At 29 weeks gestational age, a 1020 g boy was born by emergency caesarean section to a mother who presented with preeclampsia. He was intubated immediately for signs of severe respiratory distress with a 3.0 mm ID tube via the nasotracheal route by the resident on call. The black area of the tube was inserted full length through the vocal cords with the upper rim positioned at the level of the vocal cords. Breath sounds were equally distributed on auscultation. The tube was fixated with adhesive tape at the 10 cm mark at the nose. A thoracicx ray revealed that the tubetip was located in the entrance of the right main stem bronchus. The tube was withdrawn 1.5 cm and refixated at 8.5 cm at the nose, after which exogenous surfactant was instilled for treatment of grade 3 idiopathic respiratory distress syndrome.
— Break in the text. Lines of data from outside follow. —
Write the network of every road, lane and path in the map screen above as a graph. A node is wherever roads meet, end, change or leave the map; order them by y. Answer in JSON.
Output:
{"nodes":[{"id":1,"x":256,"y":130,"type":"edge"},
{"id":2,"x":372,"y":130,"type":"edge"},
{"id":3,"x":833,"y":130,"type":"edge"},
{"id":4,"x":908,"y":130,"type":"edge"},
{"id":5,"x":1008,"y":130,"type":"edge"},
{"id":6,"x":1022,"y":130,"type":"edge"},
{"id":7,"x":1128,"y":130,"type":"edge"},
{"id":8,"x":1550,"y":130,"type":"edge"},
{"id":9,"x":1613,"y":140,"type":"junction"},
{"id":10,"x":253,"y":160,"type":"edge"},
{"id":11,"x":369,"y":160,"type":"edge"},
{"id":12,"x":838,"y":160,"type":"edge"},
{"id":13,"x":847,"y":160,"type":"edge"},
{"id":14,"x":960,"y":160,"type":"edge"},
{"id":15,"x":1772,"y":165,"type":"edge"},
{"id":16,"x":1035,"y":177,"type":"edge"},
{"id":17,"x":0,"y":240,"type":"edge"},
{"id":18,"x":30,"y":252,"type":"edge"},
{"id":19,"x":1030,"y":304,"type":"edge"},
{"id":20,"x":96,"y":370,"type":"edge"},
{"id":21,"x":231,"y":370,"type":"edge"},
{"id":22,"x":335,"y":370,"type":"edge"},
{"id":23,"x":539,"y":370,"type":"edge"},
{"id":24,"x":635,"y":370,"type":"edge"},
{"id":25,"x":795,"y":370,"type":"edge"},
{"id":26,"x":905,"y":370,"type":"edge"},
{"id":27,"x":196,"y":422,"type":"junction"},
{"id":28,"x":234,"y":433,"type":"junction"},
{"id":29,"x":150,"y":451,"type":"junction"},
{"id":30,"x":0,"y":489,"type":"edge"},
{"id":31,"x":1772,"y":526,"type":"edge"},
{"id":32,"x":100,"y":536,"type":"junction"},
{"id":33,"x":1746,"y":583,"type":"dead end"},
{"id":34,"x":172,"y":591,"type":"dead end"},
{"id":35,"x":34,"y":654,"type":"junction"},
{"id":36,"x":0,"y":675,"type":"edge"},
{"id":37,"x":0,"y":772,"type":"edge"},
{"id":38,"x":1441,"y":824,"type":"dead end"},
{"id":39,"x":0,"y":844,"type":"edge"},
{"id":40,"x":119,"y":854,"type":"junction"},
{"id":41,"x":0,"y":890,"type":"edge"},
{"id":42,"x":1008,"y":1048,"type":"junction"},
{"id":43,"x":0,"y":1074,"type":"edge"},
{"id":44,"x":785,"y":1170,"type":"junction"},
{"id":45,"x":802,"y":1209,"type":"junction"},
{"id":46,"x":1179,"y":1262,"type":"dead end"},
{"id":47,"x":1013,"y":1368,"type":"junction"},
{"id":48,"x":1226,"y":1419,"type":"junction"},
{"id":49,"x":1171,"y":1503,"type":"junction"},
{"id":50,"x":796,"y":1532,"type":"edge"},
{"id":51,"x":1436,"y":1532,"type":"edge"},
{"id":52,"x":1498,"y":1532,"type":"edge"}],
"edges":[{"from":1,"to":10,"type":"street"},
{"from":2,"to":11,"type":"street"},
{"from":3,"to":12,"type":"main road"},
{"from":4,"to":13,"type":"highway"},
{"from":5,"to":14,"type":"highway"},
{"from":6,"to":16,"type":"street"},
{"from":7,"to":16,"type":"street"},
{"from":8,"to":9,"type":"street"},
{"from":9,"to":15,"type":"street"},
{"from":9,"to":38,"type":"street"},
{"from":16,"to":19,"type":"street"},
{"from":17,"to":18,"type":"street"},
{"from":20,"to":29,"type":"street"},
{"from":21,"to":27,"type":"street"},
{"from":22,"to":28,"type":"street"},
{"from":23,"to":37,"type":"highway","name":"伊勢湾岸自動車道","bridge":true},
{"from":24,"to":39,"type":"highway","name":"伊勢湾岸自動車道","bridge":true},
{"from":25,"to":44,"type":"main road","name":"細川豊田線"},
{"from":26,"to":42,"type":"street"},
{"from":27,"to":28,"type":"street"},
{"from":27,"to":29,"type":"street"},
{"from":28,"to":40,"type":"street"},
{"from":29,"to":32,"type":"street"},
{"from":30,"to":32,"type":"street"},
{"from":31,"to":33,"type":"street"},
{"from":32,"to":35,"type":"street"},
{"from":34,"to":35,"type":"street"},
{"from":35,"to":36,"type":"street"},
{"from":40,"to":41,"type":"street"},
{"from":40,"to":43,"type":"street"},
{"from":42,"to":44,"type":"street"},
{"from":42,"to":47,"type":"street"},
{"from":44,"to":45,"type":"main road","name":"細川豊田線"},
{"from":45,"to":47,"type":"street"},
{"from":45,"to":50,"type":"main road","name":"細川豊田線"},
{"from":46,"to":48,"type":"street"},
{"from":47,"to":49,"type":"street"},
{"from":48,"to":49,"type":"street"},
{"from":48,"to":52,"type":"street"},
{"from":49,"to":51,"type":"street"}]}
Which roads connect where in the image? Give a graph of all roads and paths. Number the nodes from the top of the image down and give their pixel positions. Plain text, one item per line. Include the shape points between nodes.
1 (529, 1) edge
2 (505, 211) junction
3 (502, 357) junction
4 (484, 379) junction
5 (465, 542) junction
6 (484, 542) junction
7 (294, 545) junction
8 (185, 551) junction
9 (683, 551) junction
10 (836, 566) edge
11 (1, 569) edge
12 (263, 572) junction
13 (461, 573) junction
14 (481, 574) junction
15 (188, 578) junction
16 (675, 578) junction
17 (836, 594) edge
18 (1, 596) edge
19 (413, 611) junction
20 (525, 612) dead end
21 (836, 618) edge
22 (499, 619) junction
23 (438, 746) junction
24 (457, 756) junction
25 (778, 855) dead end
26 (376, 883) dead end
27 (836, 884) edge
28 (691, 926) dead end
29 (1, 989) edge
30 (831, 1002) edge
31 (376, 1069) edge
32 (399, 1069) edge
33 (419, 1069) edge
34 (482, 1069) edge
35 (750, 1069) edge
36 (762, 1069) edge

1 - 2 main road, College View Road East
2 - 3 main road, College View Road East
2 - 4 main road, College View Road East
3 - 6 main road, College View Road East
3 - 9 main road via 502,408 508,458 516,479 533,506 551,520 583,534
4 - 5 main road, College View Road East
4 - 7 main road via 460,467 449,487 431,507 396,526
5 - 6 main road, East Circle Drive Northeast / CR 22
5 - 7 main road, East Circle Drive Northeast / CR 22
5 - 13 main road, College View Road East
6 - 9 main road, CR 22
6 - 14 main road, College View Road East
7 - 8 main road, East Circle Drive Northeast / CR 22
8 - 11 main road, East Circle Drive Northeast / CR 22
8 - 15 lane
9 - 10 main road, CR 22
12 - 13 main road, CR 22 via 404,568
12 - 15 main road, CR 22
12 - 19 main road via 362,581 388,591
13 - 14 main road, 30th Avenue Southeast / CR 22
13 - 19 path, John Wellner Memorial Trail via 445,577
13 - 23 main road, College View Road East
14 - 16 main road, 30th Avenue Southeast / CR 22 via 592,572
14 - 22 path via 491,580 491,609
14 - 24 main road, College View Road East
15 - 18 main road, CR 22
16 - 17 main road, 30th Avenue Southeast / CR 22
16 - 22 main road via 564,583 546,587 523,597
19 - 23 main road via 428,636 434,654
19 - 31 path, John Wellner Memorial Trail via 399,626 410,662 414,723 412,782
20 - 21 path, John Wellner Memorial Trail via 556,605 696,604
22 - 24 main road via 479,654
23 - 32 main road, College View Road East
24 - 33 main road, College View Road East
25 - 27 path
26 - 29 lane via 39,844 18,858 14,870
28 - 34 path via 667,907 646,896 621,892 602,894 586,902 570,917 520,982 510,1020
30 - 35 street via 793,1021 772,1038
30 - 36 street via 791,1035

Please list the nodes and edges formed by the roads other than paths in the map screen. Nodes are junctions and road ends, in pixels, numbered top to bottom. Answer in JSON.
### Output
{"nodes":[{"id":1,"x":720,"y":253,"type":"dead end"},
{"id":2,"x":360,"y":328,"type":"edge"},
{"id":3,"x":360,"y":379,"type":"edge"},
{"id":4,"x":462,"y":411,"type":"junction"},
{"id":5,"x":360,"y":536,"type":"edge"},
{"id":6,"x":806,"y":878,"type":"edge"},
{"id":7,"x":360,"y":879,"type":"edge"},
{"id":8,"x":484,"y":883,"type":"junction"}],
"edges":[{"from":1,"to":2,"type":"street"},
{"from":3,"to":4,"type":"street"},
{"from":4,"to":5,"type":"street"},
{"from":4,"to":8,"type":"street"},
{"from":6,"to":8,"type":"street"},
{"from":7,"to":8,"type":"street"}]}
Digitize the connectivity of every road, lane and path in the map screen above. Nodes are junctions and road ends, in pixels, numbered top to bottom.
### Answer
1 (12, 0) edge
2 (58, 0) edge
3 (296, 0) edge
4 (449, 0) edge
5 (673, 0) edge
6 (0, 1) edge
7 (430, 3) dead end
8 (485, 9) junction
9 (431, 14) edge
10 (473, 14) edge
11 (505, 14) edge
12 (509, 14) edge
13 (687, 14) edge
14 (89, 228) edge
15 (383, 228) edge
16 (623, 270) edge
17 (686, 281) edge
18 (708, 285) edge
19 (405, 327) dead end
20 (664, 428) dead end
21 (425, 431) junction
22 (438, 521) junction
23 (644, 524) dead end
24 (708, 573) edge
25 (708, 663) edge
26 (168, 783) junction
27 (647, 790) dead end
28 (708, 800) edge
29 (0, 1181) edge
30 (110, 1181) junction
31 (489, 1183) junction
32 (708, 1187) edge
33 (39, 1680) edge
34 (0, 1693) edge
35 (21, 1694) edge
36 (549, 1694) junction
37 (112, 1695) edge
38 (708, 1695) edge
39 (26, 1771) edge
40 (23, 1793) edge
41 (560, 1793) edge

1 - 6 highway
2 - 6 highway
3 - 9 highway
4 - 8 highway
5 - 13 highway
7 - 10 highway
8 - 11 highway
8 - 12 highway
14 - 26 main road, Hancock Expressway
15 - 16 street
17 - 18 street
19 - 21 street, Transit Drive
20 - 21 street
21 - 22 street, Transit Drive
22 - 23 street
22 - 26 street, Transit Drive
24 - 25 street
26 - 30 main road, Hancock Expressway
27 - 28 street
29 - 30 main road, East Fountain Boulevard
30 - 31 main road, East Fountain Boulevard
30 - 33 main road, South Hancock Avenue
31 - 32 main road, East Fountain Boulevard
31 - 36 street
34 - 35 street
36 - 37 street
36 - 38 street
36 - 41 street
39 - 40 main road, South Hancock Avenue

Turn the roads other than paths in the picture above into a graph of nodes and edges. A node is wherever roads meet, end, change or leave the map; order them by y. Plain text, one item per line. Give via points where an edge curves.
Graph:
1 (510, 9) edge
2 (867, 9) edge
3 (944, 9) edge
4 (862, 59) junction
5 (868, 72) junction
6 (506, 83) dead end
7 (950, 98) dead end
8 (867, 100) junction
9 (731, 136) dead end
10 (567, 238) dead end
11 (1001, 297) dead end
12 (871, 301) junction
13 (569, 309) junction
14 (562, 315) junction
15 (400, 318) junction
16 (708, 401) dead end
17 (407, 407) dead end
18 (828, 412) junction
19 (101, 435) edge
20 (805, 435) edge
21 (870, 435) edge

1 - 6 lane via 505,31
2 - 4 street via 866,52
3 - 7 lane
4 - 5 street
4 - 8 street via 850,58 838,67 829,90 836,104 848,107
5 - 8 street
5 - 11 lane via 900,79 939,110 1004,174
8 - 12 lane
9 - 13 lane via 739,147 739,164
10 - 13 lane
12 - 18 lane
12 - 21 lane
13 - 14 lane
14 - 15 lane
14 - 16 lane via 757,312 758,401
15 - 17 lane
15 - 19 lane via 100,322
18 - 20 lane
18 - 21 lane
The ensuing clinical course was uneventful and the infant was discharged with signs of mild bronchopulmonary dysplasia several weeks later.
During the evaluation of this incident it was found that the resident who intubated had been taught at another institution that a position of the upper rim of the black area at the level of the vocal cords would ensure a proper insertional depth. However, the tubes at this other institution were produced by a different manufacturer. This prompted us to measure the actual length of the black area on the neonatal size endotracheal tubes of four major manufacturers. As shown in table 1, the length of the black area varies among tubes from different manufacturers. One manufacturer has adjusted the length of the black area to the size of the patients for which a particular tube size is indicated. The others added a black area of a certain length merely to allow for rapid visualisation of the tube in the oropharyngeal space during the intubation procedure. Indeed, the black area of the tubes that are in use at our institution have a fixed length of 30 mm, regardless of tube size and, thus, patient size. The distance from the vocal cords to the carina of a neonate of 1000 g is approximately 30 mm.1 This explains the endobronchial position after full length insertion of the black area of the endotracheal tube through the vocal cords in our patient. The equal distribution of breath sounds that was used in this case to determine the correct tube position has been shown to be an unreliable parameter for this purpose in neonates.2
In conclusion, this report illustrates that caution is required in the use of the black area at the tubetip for rapid estimation of insertional depth of endotracheal tubes in neonates.